Assigned task => Lines below starting with the line with "Build a routing" and going on through the line with "Trace all roads" must be output exactly; the rest of the records must be left out.

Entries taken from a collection

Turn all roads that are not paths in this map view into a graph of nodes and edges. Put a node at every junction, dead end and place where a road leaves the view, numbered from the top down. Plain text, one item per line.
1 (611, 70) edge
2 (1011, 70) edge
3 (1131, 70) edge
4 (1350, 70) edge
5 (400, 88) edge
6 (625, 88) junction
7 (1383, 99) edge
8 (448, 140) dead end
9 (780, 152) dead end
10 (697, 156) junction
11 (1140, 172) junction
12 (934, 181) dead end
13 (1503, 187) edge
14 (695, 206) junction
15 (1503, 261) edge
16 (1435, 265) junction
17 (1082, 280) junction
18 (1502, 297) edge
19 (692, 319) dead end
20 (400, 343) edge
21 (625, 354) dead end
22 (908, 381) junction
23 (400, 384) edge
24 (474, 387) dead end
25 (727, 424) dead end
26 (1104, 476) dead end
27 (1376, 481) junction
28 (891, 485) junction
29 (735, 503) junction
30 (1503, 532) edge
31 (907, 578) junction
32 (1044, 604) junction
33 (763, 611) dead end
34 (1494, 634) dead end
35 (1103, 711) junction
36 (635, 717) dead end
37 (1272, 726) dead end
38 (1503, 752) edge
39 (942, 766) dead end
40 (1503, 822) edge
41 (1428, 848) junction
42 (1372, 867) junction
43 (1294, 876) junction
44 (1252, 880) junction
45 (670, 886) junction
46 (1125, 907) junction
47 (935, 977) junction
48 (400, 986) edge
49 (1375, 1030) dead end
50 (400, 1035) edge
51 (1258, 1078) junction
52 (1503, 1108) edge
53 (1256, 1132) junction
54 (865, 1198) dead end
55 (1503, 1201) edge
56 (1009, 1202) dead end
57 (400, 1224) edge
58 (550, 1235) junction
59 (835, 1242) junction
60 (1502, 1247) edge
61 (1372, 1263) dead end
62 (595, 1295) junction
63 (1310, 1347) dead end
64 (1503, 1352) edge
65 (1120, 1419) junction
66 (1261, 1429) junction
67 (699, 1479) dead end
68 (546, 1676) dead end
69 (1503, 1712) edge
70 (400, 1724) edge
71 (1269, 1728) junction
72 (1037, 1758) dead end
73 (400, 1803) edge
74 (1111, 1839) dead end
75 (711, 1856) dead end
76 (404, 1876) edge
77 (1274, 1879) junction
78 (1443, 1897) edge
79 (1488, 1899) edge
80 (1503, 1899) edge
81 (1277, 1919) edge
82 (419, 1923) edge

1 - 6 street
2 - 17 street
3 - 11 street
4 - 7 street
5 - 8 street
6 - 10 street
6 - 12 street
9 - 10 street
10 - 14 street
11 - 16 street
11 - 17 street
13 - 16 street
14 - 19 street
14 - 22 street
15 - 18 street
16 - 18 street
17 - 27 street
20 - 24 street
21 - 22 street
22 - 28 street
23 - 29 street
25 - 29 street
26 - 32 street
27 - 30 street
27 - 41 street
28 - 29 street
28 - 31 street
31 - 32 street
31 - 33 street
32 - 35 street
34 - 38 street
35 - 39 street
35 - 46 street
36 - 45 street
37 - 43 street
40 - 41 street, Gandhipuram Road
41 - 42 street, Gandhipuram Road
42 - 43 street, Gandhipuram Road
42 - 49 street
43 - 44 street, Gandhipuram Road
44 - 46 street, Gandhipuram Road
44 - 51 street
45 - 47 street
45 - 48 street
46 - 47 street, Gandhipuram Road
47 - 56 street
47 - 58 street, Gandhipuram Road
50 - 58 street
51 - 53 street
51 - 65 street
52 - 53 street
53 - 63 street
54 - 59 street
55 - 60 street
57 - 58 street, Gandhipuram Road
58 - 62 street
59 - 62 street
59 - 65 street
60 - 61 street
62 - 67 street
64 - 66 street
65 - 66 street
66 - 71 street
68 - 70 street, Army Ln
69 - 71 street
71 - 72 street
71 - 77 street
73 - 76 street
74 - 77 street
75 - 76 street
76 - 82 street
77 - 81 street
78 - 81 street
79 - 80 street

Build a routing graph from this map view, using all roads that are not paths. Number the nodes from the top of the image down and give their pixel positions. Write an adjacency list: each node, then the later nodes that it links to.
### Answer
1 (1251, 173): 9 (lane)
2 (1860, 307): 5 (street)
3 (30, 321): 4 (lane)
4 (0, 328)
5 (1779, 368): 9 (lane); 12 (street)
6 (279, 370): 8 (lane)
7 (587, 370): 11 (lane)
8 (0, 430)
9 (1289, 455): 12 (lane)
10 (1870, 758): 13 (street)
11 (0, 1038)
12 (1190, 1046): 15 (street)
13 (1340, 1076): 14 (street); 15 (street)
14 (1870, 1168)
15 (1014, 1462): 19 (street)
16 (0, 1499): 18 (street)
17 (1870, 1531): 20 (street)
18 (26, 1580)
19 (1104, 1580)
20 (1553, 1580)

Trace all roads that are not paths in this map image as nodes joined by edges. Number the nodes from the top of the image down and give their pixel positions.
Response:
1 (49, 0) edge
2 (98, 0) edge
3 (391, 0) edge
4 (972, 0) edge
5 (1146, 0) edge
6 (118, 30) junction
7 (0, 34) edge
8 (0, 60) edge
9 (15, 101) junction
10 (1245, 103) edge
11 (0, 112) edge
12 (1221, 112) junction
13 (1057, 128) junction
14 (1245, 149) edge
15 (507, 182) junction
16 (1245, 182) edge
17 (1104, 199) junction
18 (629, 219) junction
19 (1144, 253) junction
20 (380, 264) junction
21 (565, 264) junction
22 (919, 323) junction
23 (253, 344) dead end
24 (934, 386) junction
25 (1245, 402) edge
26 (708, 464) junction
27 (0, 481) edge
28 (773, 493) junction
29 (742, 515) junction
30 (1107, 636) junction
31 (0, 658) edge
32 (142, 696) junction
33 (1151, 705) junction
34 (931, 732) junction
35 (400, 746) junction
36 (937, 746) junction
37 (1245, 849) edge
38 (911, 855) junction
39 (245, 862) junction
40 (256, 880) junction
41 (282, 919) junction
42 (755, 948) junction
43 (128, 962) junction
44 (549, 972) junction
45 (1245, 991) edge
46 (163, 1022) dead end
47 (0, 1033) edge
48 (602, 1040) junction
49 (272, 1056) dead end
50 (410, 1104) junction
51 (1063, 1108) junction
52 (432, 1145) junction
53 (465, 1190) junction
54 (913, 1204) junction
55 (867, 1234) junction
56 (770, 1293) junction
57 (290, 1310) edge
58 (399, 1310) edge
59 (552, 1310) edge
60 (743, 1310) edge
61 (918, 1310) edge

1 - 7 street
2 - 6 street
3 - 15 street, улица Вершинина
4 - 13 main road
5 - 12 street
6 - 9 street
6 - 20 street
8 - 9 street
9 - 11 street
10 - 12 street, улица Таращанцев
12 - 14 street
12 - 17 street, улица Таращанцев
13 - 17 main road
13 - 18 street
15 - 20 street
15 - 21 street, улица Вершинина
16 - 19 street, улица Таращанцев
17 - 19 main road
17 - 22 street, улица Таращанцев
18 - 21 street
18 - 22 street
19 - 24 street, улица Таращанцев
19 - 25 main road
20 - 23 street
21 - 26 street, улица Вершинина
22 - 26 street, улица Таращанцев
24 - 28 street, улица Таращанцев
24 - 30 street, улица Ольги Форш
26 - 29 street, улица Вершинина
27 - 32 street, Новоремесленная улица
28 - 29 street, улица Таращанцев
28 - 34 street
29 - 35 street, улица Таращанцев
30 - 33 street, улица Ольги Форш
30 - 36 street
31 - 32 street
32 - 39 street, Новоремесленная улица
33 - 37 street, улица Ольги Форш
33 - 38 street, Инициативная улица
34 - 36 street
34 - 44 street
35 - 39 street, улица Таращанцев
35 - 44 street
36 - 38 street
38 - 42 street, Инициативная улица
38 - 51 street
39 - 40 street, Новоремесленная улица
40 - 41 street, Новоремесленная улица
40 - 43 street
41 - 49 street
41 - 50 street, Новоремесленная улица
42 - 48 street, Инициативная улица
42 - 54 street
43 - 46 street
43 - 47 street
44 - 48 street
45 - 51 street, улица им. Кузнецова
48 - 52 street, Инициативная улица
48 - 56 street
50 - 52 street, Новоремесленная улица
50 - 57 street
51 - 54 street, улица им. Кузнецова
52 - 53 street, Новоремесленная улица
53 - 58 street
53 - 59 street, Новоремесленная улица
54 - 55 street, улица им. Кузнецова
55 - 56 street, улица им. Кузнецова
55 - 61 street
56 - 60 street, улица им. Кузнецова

Output below =>
Build a routing graph from this map view, using all roads that are not paths. Number the nodes from the top of the image down and give their pixel positions. Write an adjacency list: each node, then the later nodes that it links to.
### Answer
1 (1251, 173): 9 (lane)
2 (1860, 307): 5 (street)
3 (30, 321): 4 (lane)
4 (0, 328)
5 (1779, 368): 9 (lane); 12 (street)
6 (279, 370): 8 (lane)
7 (587, 370): 11 (lane)
8 (0, 430)
9 (1289, 455): 12 (lane)
10 (1870, 758): 13 (street)
11 (0, 1038)
12 (1190, 1046): 15 (street)
13 (1340, 1076): 14 (street); 15 (street)
14 (1870, 1168)
15 (1014, 1462): 19 (street)
16 (0, 1499): 18 (street)
17 (1870, 1531): 20 (street)
18 (26, 1580)
19 (1104, 1580)
20 (1553, 1580)

Trace all roads that are not paths in this map image as nodes joined by edges. Number the nodes from the top of the image down and give their pixel positions.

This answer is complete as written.